>>>

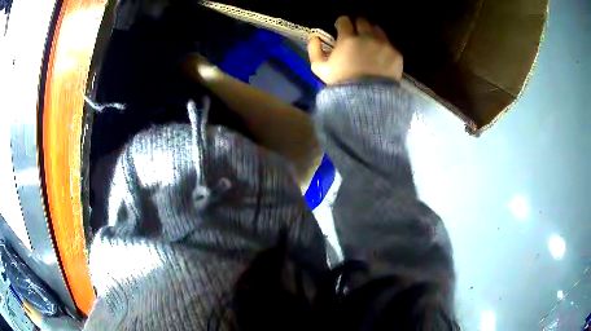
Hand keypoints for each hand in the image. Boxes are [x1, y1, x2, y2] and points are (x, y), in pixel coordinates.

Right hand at [308, 16, 402, 84]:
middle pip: (362, 21)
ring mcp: (384, 45)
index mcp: (348, 39)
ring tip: (369, 43)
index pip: (344, 20)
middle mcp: (368, 37)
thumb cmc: (342, 83)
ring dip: (371, 33)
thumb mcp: (320, 69)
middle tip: (355, 35)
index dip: (341, 23)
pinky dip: (383, 46)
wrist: (368, 101)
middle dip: (357, 25)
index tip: (340, 29)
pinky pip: (389, 43)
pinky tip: (379, 54)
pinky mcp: (396, 54)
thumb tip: (314, 37)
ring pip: (377, 29)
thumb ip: (314, 50)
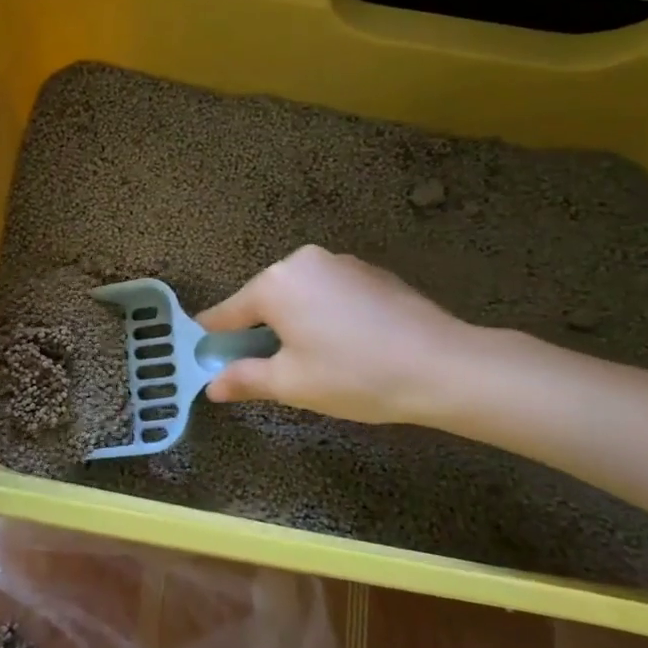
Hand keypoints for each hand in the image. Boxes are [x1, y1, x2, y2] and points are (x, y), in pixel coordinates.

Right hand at [197, 246, 477, 424]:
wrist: (443, 365)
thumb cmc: (354, 375)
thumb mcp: (292, 384)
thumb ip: (245, 379)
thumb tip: (212, 386)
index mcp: (276, 283)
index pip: (228, 312)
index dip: (214, 337)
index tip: (204, 354)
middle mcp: (303, 261)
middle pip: (265, 299)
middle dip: (260, 331)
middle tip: (268, 368)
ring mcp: (341, 262)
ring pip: (301, 294)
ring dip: (295, 321)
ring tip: (313, 359)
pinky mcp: (371, 272)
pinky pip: (331, 292)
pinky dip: (326, 314)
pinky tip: (347, 345)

<<<

### What you have to do
Once the pictures are removed, output the entries above exactly as given.

### Written response
Hand keypoints for each hand in the image. Boxes are [x1, y1, x2, y2] and points are (x, y), in pixel coordinates.

Right hand at [308, 16, 402, 84]:
middle pip: (362, 21)
ring mcp: (384, 45)
index mcp: (348, 39)
ring tip: (369, 43)
index pip: (344, 20)
middle mcp: (368, 37)
thumb cmc: (342, 83)
ring dip: (371, 33)
thumb mcp: (320, 69)
middle tip: (355, 35)
index dip: (341, 23)
pinky dip: (383, 46)
wrist: (368, 101)
middle dip: (357, 25)
index tip: (340, 29)
pinky pip: (389, 43)
pinky tip: (379, 54)
pinky mcp: (396, 54)
thumb tip: (314, 37)
ring pip: (377, 29)
thumb ip: (314, 50)
Hand keypoints for each hand in the image. Boxes are [x1, y1, x2, y2] and points are (x, y), in pixel coordinates.

Right hand at [197, 246, 477, 424]:
wrist: (443, 365)
thumb cmc: (354, 375)
thumb mcp: (292, 384)
thumb ip: (245, 379)
thumb tip: (212, 386)
index mcp: (276, 283)
index pip: (228, 312)
index dip: (214, 337)
index tip: (204, 354)
middle mcp: (303, 261)
middle pip: (265, 299)
middle dip: (260, 331)
middle tip: (268, 368)
ring mcp: (341, 262)
ring pip: (301, 294)
ring dip: (295, 321)
ring tip: (313, 359)
pinky mcp: (371, 272)
pinky pip: (331, 292)
pinky dip: (326, 314)
pinky tip: (347, 345)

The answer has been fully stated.